Stored data

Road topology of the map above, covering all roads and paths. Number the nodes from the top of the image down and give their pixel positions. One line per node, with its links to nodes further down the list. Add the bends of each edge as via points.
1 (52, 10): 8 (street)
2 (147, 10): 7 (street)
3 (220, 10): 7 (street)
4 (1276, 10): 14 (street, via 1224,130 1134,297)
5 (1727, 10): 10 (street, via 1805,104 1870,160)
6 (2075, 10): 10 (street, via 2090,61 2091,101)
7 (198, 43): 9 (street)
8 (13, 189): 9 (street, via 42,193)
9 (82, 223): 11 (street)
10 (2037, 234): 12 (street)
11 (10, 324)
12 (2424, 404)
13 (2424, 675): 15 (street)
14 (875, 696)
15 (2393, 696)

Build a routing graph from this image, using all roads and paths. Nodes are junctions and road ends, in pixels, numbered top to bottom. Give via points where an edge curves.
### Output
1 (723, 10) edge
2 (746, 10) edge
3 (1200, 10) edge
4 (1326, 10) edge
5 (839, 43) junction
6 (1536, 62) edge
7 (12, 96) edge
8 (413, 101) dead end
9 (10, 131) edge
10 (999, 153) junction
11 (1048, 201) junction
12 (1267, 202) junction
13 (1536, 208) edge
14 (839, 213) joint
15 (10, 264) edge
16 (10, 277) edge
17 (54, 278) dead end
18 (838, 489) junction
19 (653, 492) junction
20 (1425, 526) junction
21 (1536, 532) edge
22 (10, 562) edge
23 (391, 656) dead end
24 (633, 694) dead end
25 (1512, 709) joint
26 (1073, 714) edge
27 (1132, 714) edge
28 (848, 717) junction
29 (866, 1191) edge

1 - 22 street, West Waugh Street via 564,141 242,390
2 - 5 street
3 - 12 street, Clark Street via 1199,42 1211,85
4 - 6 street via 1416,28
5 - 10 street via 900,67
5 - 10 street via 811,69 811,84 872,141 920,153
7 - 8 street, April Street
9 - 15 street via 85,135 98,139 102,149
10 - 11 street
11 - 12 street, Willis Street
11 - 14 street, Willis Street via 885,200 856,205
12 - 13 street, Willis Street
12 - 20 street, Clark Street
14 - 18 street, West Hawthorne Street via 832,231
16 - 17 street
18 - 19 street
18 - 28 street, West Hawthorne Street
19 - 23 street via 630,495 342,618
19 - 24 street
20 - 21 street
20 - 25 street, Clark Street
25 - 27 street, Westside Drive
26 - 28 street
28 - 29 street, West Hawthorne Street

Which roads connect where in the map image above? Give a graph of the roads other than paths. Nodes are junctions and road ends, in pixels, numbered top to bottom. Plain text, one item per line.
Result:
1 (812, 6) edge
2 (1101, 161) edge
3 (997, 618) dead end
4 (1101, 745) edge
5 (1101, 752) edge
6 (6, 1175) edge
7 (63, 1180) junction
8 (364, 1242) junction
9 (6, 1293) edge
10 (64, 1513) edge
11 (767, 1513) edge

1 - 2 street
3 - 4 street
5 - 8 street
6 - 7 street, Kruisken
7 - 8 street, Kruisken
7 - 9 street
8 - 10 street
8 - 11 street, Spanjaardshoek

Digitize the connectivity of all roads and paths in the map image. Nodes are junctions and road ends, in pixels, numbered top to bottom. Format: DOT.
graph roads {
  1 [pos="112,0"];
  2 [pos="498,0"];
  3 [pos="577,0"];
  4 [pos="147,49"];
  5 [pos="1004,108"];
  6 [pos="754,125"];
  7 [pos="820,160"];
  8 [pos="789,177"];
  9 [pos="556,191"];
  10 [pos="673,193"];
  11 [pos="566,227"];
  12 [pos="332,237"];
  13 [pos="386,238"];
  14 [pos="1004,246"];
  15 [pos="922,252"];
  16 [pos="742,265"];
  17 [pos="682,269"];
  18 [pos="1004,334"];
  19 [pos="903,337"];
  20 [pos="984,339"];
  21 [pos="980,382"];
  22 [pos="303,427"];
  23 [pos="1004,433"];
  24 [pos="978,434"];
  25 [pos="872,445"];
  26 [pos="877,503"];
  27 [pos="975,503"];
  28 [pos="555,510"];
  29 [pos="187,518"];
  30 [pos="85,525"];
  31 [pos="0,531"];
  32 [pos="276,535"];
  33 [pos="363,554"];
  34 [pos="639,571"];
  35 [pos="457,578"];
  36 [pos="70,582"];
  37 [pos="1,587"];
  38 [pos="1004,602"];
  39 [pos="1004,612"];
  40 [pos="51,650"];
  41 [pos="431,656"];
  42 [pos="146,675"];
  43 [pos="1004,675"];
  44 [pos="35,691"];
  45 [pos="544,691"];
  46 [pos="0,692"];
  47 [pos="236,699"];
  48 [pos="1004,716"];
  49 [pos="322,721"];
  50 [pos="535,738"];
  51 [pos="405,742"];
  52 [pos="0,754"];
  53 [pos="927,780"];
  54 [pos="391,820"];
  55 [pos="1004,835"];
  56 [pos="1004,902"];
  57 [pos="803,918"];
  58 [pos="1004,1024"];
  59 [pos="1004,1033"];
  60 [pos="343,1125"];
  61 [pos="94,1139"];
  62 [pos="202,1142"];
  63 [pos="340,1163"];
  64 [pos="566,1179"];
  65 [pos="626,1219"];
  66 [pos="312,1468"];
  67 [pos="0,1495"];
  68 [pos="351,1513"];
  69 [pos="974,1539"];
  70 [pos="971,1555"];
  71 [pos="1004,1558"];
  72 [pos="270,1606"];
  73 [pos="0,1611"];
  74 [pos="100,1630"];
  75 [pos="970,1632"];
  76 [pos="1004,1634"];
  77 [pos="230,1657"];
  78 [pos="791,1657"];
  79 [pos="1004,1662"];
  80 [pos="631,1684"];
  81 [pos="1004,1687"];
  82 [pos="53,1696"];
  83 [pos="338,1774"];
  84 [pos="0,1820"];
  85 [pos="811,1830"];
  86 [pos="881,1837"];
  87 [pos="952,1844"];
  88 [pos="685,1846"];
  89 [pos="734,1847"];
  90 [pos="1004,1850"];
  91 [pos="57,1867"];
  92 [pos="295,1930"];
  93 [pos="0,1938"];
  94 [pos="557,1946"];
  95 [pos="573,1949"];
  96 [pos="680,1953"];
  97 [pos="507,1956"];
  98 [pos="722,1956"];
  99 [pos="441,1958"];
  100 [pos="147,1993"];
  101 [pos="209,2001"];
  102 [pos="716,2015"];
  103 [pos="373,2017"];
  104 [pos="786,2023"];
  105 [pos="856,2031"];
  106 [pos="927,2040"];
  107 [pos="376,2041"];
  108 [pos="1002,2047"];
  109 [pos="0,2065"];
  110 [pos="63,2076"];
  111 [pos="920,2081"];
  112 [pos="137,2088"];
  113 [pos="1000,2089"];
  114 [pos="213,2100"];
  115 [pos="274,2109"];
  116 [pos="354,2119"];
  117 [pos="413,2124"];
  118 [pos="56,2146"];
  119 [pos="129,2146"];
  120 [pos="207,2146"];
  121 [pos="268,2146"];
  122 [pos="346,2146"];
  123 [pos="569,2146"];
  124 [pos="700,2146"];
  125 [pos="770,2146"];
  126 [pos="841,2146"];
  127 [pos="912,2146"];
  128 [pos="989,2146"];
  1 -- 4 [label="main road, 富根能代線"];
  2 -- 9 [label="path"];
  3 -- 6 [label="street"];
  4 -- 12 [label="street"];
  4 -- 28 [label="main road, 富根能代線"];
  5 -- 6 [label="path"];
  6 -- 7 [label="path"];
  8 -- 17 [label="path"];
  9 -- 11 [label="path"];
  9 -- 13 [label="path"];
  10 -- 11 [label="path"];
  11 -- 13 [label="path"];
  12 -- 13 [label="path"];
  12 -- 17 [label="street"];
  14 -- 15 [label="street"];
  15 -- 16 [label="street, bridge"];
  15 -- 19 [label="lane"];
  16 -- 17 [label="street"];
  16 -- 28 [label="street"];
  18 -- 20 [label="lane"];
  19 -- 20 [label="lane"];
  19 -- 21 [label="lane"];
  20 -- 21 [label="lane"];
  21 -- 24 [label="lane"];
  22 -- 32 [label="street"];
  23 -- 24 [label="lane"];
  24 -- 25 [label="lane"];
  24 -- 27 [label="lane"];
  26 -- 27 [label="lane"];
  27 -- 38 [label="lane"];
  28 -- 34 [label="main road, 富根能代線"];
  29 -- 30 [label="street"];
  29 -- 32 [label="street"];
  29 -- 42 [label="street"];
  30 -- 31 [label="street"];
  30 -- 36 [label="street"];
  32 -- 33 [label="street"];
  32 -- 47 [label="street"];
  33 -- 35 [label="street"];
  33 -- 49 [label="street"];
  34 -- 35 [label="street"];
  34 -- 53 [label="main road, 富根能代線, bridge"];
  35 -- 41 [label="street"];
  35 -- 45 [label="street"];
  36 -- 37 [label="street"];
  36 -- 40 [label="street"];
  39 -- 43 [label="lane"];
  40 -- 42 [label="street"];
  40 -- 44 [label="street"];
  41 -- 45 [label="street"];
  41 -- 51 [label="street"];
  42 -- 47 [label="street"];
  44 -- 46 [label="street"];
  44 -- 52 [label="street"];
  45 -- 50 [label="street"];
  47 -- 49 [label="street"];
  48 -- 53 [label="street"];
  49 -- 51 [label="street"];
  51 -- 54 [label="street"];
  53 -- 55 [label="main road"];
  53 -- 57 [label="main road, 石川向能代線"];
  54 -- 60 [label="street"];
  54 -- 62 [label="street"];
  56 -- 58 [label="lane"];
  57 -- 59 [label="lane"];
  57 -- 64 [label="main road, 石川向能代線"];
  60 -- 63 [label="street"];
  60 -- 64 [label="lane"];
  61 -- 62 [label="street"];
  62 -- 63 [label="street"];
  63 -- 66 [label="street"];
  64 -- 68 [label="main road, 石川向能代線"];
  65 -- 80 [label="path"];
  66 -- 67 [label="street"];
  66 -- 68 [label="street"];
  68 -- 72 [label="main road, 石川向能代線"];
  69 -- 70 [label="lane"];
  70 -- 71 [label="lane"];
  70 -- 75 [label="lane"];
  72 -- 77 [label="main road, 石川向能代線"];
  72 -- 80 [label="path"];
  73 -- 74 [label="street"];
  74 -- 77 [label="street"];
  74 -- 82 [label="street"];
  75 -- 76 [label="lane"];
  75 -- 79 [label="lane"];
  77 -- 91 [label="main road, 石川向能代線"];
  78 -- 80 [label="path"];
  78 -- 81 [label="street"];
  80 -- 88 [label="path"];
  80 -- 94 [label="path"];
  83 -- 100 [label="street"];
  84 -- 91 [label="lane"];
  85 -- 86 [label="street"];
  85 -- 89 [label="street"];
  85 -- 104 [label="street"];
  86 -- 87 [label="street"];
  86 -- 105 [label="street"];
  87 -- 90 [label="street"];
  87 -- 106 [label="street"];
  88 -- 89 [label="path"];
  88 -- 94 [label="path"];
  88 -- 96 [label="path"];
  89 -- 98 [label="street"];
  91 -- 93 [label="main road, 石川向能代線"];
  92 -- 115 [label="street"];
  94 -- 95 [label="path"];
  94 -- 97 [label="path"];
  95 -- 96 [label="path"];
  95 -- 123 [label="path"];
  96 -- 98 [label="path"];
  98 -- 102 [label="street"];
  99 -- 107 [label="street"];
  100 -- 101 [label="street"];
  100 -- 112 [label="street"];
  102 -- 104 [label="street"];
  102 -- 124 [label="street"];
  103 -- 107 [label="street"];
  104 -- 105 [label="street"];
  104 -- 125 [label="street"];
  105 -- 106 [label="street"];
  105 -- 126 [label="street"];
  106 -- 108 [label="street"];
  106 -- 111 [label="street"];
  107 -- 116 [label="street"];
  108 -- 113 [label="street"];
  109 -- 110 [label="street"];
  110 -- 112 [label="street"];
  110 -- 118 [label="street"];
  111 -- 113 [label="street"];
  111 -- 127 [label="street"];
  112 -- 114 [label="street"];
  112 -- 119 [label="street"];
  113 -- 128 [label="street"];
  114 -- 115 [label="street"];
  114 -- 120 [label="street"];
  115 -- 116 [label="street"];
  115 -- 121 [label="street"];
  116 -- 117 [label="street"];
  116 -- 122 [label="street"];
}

WHAT THE TASK ASKS
Across the entries above, find the lines with the string "石川向能代線" and copy them.

ANSWER TO THIS TASK
  53 -- 57 [label="main road, 石川向能代線"];
  57 -- 64 [label="main road, 石川向能代線"];
  64 -- 68 [label="main road, 石川向能代線"];
  68 -- 72 [label="main road, 石川向能代線"];
  72 -- 77 [label="main road, 石川向能代線"];
  77 -- 91 [label="main road, 石川向能代線"];
  91 -- 93 [label="main road, 石川向能代線"];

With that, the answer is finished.